Interspecies cell signaling: AI-2
Note that AI-2 signaling also occurs between bacterial species. For example, E. coli senses AI-2 that is produced by Vibrio harveyi to assess changes in its cell population (Xavier and Bassler, 2005b). In addition, P. aeruginosa responds to AI-2 and modulates its gene expression pattern including pathogenicity, although it does not itself produce AI-2 (Duan et al., 2003). AI-2 also regulates at extraordinarily low concentrations the dual-species biofilm formation of two Gram-positive human oral commensal bacterial strains, Actinomyces naeslundii T14V and Streptococcus oralis 34 (Rickard et al., 2006).
Intraspecies cell signaling: indole
E. coli produces indole by tryptophanase (TnaA) that can reversibly convert tryptophan into indole, pyruvate, and ammonia (Newton and Snell, 1965). Indole is a signal (Wang et al., 2001b; Di Martino et al., 2003) that inhibits E. coli biofilms (Lee et al., 2007a) and works in a quorum sensing fashion (Lee et al., 2007b) since it satisfies the four criteria for cell signals (Winzer et al., 2002): (i) the putative signal must be produced during a specific stage (indole is produced primarily in the stationary-phase (Wang et al., 2001b)), (ii) the putative signal must accumulate extracellularly and be recognized by a specific receptor (indole is a known extracellular signal (Wang et al., 2001a; Hirakawa et al., 2005) that is exported by AcrEF (Kawamura-Sato et al., 1999) and is imported by Mtr (Yanofsky et al., 1991)), (iii) the putative signal must accumulate and generate a concerted response (indole has been shown to delay cell division (Chant and Summers, 2007)), and (iv) the putative signal must elicit a response that extends beyond the physiological changes required to metabolize or detoxify the signal (indole has been shown to control biofilms (Lee et al., 2007a) and cell division (Chant and Summers, 2007) which are not related to indole metabolism).
It was first reported that indole stimulates biofilm formation for E. coli S17-1 (Di Martino et al., 2003). However, indole was subsequently shown to decrease significantly the biofilm formation of nine non-pathogenic E. coli strains (Domka et al., 2006; Lee et al., 2007a; Zhang et al., 2007) as well as decrease the biofilm formation of pathogenic E. coli O157:H7 (Lee et al., 2007b). The AHL-binding protein SdiA is necessary for this biofilm response with indole (Lee et al., 2007a; Lee et al., 2008b). Indole decreases E. coli biofilms by reducing motility (Domka et al., 2006; Bansal et al., 2007; Lee et al., 2007a), repressing acid resistance genes (Lee et al., 2007a), reducing chemotaxis (Bansal et al., 2007), and reducing attachment to epithelial cells (Bansal et al., 2007) (note this is opposite that of AI-2). Indole also controls plasmid stability (Chant and Summers, 2007). Whereas AHL increases acid resistance 1.4-fold (van Houdt et al., 2006), indole reduces acid resistance 500-fold (Lee et al., 2007a). Also, indole induces the expression of multidrug exporter genes and increases drug resistance (Hirakawa et al., 2005), and tryptophanase activity has been linked to the killing of nematodes by pathogenic E. coli (Anyanful et al., 2005).

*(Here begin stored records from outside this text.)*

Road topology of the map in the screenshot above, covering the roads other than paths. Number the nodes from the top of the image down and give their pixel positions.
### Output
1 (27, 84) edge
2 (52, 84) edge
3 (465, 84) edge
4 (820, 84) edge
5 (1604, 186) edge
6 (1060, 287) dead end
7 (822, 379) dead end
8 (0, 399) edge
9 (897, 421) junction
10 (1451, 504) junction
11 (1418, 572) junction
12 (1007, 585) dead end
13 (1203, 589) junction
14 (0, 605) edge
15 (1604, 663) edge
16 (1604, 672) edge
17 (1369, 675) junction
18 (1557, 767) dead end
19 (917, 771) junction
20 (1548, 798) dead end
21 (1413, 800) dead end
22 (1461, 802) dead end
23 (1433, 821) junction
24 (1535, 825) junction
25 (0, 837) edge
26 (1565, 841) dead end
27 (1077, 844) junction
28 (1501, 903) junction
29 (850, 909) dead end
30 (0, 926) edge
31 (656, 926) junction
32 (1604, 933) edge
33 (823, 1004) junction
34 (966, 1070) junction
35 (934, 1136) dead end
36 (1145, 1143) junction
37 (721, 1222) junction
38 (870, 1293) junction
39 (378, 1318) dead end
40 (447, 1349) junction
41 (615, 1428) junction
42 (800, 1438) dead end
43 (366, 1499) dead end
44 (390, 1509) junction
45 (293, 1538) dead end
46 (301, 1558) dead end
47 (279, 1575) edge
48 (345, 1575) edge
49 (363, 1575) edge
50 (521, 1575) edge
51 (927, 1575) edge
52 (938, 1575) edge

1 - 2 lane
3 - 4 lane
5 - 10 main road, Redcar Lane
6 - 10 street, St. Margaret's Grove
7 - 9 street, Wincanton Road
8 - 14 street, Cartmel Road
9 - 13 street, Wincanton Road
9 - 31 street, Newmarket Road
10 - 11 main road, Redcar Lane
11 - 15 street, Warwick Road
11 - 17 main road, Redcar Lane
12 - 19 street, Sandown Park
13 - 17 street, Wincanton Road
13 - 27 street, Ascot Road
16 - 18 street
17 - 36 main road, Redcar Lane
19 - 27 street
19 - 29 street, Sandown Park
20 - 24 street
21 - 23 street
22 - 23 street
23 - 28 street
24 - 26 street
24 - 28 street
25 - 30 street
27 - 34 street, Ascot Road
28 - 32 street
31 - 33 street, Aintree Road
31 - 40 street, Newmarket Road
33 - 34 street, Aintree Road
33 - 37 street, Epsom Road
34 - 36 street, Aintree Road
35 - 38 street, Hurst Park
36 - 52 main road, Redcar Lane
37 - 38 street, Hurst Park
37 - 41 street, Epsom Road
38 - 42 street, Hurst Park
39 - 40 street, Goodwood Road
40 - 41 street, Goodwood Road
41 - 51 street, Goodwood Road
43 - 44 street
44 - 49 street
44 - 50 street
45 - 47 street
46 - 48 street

Promiscuous cell signaling: indole
Indole is also a promiscuous signal since it alters the phenotypes of non-E. coli strains. For example, indole increases biofilm formation of P. aeruginosa and P. fluorescens even though these pseudomonads do not produce indole (Lee et al., 2007a). Furthermore, in P. aeruginosa, indole alters extensively gene expression in a manner opposite that of AHLs by repressing genes that encode for the mexGHI_-opmD multidrug efflux pump and by repressing genes involved in the synthesis of QS-regulated virulence factors including pyocyanin (phz operon), 2-heptyl-3-hydroxy-4(1_H)-quinolone (PQS) signal (pqs operon), pyochelin (pch operon), and pyoverdine (pvd operon) (Lee et al., 2008a). Corroborating these whole transcriptome results, indole decreases production of pyocyanin, rhamnolipid, PQS, and pyoverdine and enhances antibiotic resistance (Lee et al., 2008a). Further evidence that indole is a signal that affects bacteria that do not synthesize it is shown in co-cultures of E. coli with P. fluorescens cells engineered to remove indole by oxidizing it; removal of indole results in a 12-fold increase in the number of E. coli cells (Lee et al., 2007a); this engineered dual species biofilm represents the first synthetic gene circuit successfully used to control biofilm formation. Therefore, it appears that the mechanism by which procaryotes manipulate the biofilm signal indole is through the relaxed substrate range of many dioxygenases and monooxygenases found in bacteria that bring about indole hydroxylation (Rui et al., 2005); i.e., some of the oxygenases bacteria use for catabolism (Fishman et al., 2005) have also evolved to regulate concentrations of the cell signal indole by removing it via precipitation: competitors that wish to remove indole simply oxidize it in one step to indigo which is insoluble and hence leaves the system. Furthermore, E. coli may use indole to reduce the virulence of strains such as P. aeruginosa.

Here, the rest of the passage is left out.